The Third Department of Hepatobiliary Surgery and Organ Transplant Center, Sichuan Provincial People's Hospital, University of Electronic Science and Technology of China, Chengdu, China.
The Third Department of Hepatobiliary Surgery and Organ Transplant Center, Chinese Academy of Sciences Sichuan Translational Medicine Research Hospital, Chengdu, China.
Front Immunol. 2021 Jul 15;12:676922. doi: 10.3389/fimmu.2021.676922. eCollection 2021.

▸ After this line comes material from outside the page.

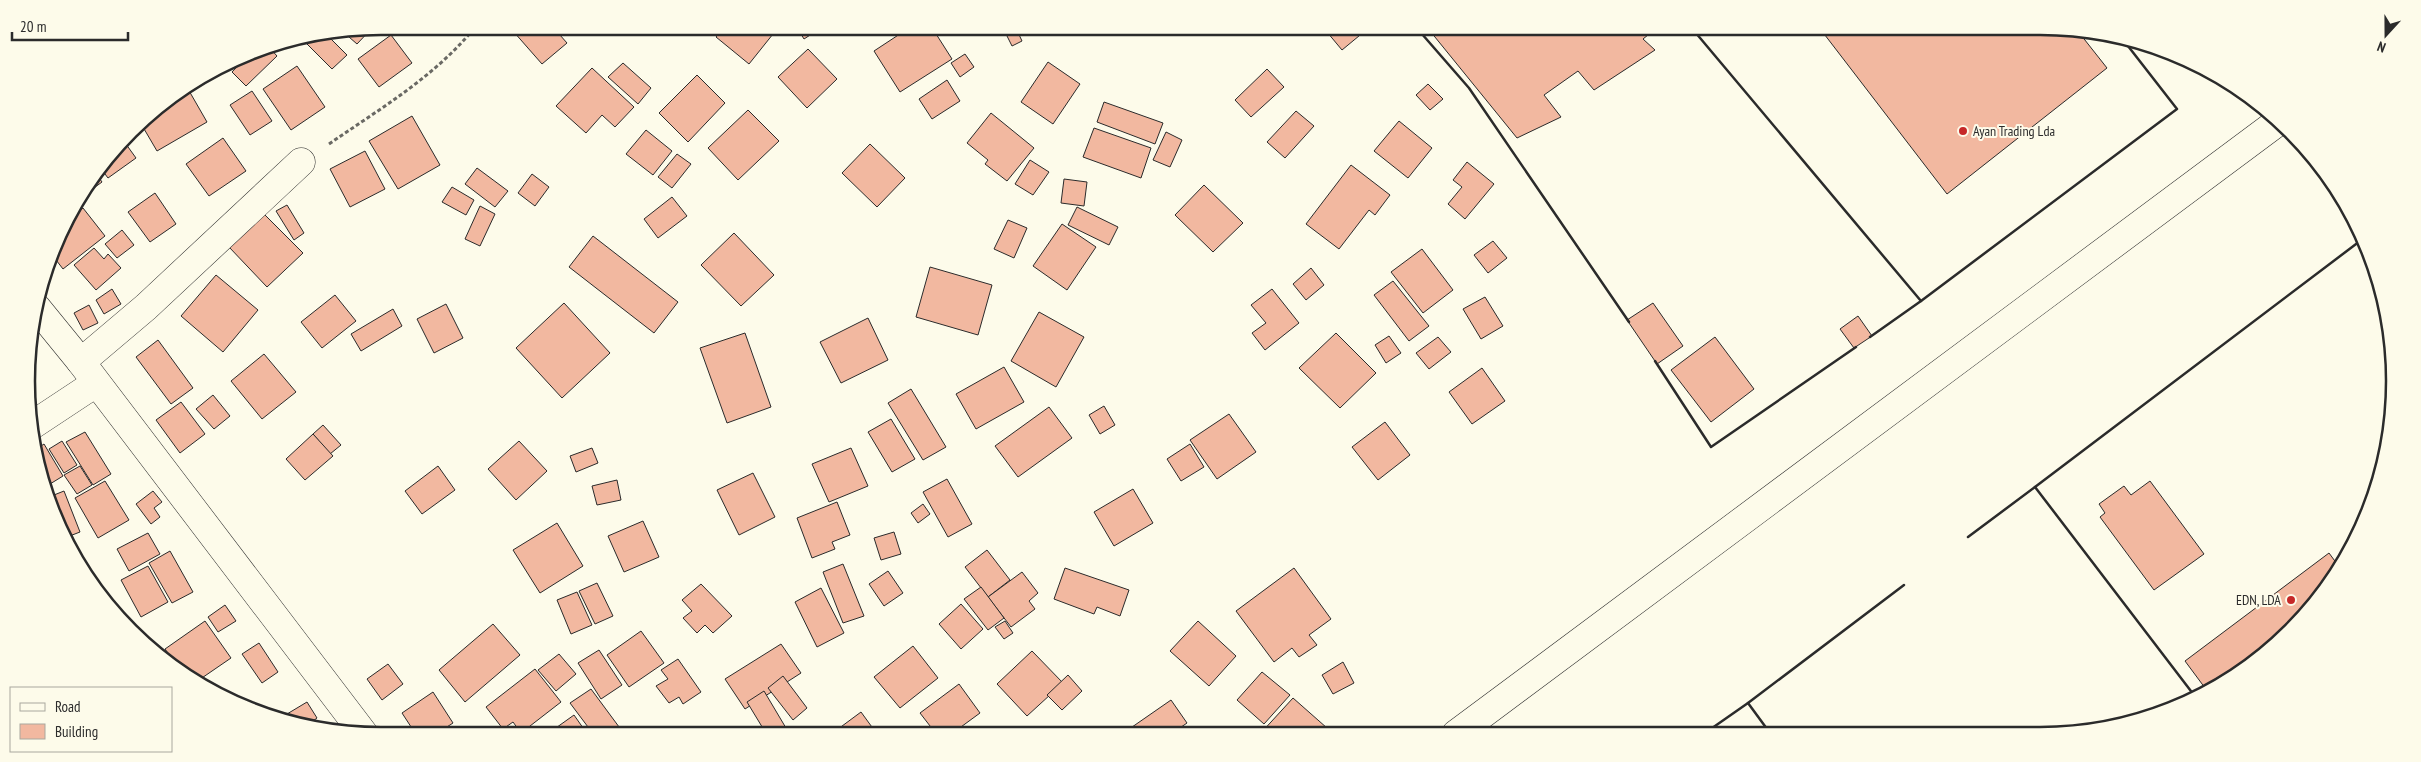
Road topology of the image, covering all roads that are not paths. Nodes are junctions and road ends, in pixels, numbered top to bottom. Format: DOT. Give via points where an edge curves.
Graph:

Immune checkpoint inhibitors(ICIs) that activate tumor-specific immune responses bring new hope for the treatment of hepatocellular carcinoma(HCC). However, there are still some problems, such as uncertain curative effects and low objective response rates, which limit the curative effect of immunotherapy. Therefore, it is an urgent problem to guide the use of ICIs in HCC based on molecular typing. We downloaded the The Cancer Genome Atlas-Liver hepatocellular carcinoma(TCGA-LIHC) and Mongolian-LIHC cohort. Unsupervised clustering was applied to the highly variable data regarding expression of DNA damage repair(DDR). The CIBERSORT was used to evaluate the proportions of immune cells. The connectivity map(CMap) and pRRophetic algorithms were used to predict the drug sensitivity. There were significant differences in DDR molecular subclasses in HCC(DDR1 and DDR2), and DDR1 patients had low expression of DDR-related genes, while DDR2 patients had high expression of DDR-related genes. Of the patients who received traditional treatment, DDR2 patients had significantly worse overall survival(OS) than DDR1 patients. In contrast, of the patients who received ICIs, DDR2 patients had significantly prolonged OS compared with DDR1 patients. Of the patients who received traditional treatment, patients with high DDR scores had worse OS than those with low DDR scores. However, the survival of patients with high DDR scores after receiving ICIs was significantly higher than that of patients with low DDR scores. The DDR scores of patients in the DDR2 group were significantly higher than those of patients in the DDR1 group. The tumor microenvironment(TME) of DDR2 patients was highly infiltrated by activated immune cells, immune checkpoint molecules and proinflammatory molecules and antigen presentation-related molecules. In this study, HCC patients were divided into the DDR1 and DDR2 group. Moreover, DDR status may serve as a potential biomarker to predict opposite clinical prognosis immunotherapy and non-immunotherapy in HCC.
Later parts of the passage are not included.